In our previous article, we explored the SYN and accept queues and their crucial role in the TCP three-way handshake. We learned that for a TCP connection to be fully established, the three-way handshake must be successfully completed. Let's recap this process:

• The client initiates the connection by sending a SYN packet.
• The server responds with a SYN-ACK packet.
• The client then sends an ACK packet back to the server.

At this point, the client considers the connection established. However, it's important to note that from the server's perspective, the connection is only fully established when it receives and processes the final ACK from the client.

In this article, we will review the three-way handshake behavior and a related port scanning technique. We will also explore how to use Rust and eBPF to thwart curious individuals attempting to scan our machine using this technique.

Understanding the TCP Three-Way Handshake in Port Scanning

As we delve deeper into TCP connection management, it's crucial to understand the server's behavior when it receives connection requests. Let's break this down:

When a server has a socket listening on a specific port, it's ready to handle incoming connection requests.

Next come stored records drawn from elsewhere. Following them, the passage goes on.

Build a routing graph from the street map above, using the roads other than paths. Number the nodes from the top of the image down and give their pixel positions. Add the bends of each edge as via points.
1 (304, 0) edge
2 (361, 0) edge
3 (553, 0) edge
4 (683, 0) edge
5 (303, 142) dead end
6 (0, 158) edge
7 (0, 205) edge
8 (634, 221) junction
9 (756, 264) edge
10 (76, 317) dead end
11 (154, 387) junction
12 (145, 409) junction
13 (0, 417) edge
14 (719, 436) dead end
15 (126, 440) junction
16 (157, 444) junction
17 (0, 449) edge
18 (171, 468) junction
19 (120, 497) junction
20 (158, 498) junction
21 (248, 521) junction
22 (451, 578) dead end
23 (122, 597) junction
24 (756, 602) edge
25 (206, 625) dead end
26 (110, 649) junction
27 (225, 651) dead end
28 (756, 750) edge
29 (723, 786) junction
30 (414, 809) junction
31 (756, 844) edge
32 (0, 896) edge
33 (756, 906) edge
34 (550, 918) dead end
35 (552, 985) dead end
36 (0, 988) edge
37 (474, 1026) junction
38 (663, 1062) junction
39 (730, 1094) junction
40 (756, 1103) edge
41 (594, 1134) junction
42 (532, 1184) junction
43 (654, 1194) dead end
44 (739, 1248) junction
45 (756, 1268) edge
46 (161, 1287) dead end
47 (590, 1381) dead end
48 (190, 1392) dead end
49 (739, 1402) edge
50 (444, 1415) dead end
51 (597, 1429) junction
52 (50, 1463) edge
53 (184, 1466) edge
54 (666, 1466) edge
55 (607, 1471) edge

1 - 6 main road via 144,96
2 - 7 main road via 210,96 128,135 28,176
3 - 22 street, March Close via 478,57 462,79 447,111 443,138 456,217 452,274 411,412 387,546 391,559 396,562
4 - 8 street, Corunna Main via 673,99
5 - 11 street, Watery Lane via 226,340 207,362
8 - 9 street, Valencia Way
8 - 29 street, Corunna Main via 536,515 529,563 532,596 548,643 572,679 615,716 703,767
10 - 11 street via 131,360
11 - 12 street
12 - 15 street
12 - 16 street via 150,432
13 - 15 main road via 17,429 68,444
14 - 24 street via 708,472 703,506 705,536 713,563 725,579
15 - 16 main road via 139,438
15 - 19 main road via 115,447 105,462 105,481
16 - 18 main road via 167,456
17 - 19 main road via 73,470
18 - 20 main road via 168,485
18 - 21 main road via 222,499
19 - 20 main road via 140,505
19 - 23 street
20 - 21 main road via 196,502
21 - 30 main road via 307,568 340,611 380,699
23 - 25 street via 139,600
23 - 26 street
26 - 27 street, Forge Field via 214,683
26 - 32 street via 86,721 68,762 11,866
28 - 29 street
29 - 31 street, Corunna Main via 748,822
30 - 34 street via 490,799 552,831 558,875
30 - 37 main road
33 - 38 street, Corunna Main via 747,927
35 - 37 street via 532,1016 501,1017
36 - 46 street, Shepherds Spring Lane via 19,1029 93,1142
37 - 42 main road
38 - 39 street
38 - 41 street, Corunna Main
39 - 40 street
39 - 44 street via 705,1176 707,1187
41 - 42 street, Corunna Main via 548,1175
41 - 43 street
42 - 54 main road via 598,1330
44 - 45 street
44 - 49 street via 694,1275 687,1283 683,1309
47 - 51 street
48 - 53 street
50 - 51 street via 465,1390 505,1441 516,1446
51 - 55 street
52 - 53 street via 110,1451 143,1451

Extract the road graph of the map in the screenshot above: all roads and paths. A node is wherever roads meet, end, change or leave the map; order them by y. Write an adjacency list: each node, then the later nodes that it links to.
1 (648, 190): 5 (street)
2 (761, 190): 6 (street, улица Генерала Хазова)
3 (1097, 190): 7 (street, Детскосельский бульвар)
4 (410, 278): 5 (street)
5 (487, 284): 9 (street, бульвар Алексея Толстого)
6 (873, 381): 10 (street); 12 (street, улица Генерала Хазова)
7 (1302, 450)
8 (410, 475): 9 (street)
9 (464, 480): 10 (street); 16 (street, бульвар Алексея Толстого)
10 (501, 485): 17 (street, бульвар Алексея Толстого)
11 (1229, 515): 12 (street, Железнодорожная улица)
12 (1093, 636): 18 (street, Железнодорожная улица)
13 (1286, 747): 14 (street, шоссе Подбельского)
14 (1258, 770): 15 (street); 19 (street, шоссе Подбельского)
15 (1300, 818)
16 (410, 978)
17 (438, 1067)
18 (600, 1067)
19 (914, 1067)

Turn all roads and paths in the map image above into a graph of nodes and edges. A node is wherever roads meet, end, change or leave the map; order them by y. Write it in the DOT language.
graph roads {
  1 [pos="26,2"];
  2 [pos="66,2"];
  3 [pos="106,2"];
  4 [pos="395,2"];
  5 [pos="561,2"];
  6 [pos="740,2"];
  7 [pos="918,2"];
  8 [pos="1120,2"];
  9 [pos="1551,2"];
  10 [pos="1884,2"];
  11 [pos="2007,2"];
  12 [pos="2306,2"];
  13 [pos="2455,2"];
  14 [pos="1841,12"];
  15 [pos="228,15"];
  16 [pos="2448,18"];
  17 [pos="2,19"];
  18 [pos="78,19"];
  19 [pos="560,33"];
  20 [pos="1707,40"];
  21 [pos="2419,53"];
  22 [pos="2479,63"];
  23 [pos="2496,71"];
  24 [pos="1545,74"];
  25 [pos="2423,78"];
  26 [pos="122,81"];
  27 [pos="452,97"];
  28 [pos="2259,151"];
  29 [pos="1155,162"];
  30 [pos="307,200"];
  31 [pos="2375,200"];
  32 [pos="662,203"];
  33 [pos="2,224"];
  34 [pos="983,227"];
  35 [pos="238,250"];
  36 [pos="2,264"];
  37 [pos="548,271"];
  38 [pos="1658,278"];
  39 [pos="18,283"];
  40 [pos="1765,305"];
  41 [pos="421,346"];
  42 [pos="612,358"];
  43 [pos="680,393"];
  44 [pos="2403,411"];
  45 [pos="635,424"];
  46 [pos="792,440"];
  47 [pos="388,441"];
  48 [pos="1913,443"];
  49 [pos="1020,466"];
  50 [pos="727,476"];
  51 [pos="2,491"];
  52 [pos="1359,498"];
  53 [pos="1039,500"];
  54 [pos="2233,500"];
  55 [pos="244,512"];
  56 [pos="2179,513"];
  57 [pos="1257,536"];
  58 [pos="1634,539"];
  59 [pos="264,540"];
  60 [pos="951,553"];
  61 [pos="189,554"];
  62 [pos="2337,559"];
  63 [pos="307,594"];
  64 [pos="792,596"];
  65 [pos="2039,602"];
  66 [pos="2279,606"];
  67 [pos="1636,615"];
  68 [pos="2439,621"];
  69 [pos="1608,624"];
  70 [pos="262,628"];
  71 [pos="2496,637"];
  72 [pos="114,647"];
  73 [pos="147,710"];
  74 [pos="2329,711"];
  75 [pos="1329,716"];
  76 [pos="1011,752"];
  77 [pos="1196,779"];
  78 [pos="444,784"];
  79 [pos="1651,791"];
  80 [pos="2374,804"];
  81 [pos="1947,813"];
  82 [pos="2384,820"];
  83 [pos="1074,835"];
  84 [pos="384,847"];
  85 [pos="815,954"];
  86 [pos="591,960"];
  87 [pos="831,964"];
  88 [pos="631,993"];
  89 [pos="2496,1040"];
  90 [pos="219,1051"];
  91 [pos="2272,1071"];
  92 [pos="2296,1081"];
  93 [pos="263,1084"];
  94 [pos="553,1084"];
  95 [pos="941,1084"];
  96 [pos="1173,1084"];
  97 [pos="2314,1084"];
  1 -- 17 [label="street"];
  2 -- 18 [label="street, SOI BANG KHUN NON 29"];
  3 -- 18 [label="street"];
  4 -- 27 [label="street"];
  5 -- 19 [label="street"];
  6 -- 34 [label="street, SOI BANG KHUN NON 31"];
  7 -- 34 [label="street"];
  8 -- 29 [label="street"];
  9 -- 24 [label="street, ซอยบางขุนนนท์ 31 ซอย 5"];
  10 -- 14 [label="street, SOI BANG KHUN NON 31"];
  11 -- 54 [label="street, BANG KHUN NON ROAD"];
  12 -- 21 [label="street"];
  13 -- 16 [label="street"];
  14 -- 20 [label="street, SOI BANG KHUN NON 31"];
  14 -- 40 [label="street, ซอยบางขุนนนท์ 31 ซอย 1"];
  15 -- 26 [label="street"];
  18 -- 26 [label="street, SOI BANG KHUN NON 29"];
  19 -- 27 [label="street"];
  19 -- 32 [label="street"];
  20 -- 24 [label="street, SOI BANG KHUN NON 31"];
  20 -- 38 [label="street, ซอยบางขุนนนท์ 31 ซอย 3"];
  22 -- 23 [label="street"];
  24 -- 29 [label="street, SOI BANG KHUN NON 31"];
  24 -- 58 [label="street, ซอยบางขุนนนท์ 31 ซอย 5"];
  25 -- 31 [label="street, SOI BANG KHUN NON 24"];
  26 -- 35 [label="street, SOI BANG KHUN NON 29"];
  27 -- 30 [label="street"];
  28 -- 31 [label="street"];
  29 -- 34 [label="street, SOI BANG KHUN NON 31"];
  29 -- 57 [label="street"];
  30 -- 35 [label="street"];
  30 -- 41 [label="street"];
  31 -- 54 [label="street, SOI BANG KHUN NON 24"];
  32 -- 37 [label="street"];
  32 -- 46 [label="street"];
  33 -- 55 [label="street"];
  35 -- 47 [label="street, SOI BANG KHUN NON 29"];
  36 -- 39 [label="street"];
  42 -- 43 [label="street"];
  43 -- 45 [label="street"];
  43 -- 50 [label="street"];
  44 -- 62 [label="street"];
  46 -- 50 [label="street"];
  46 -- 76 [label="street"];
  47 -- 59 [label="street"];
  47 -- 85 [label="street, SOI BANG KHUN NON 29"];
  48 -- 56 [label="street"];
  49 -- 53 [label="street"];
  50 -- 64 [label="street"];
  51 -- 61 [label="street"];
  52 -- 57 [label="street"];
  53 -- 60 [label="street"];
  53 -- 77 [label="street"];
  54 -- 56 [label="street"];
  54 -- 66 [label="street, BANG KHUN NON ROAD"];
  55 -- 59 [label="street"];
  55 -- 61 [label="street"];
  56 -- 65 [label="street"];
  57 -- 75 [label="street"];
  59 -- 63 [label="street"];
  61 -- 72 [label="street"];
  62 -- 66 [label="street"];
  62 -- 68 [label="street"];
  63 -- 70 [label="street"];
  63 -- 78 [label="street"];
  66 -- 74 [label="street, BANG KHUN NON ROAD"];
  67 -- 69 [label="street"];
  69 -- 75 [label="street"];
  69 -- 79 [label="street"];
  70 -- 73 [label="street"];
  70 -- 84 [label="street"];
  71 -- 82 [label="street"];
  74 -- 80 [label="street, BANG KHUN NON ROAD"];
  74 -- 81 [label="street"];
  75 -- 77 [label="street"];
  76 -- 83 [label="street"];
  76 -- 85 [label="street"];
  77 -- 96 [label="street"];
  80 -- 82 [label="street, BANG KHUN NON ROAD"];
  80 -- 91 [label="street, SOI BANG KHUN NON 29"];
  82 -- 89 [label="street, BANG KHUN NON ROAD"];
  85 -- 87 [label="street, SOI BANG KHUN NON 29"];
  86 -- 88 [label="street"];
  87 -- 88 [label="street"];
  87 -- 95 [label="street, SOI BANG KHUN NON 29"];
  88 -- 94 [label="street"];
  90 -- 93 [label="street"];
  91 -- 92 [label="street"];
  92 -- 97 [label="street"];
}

Upon receiving a SYN packet, the server begins tracking potential connections by allocating resources, such as space in the SYN queue. This behavior, while necessary for normal operation, can be exploited by malicious actors. For instance, the SYN flood attack takes advantage of this resource allocation to overwhelm the server.

If you're interested in learning more about the SYN flood attack, feel free to leave a comment. This attack exploits the TCP handshake process to overwhelm a server with incomplete connection requests. It works by sending a large number of SYN packets to a server. The server allocates resources for each connection request, occupying significant kernel memory, while the cost for the client is just one SYN packet per request, with no memory allocation on their end.

It's important to note the phrase "When a server has a socket listening on a ..." from our previous discussion. This condition is critical because it determines how the server responds to incoming SYN packets. Let's clarify the two scenarios:

Server with a listening socket on the targeted port

Flow:

• Receives SYN packet
• Responds with SYN-ACK
• Allocates resources to track the potential connection

+--------+                      +-----------------------+
| Client |                      | Server with Listening |
|        |                      | Socket on Target Port |
+--------+                      +-----------------------+
     |                                    |
     |--- SYN --------------------------> |
     |                                    |
     |                                    |
     | <--- SYN-ACK --------------------- |
     |                                    |
     |                                    |
     |                                    |
     |                                    |
+--------+                      +-----------------------+
| Client |                      | Allocates Resources to|
|        |                      | Track Potential Conn. |
+--------+                      +-----------------------+

Server without a listening socket on the targeted port

Flow:

• Receives SYN packet
• Responds with RST-ACK (Reset-Acknowledge)
• No resources are allocated for connection tracking

+--------+                      +-----------------------+
|        |                      | Server without        |
| Client |                      | Listening Socket on   |
|        |                      | Target Port           |
+--------+                      +-----------------------+
     |                                    |
     |--- SYN --------------------------> |
     |                                    |
     |                                    |
     | <--- RST-ACK --------------------- |
     |                                    |
     |                                    |
     |                                    |
     |                                    |
+--------+                      +------------------------+
| Client |                      | No Resources Allocated |
|        |                      | for Connection Tracking|
+--------+                      +------------------------+

The RST-ACK response in the second scenario is the server's way of saying, "There's no service listening on this port, so don't attempt to establish a connection." This behavior is a fundamental aspect of TCP/IP networking and plays a crucial role in network security and resource management.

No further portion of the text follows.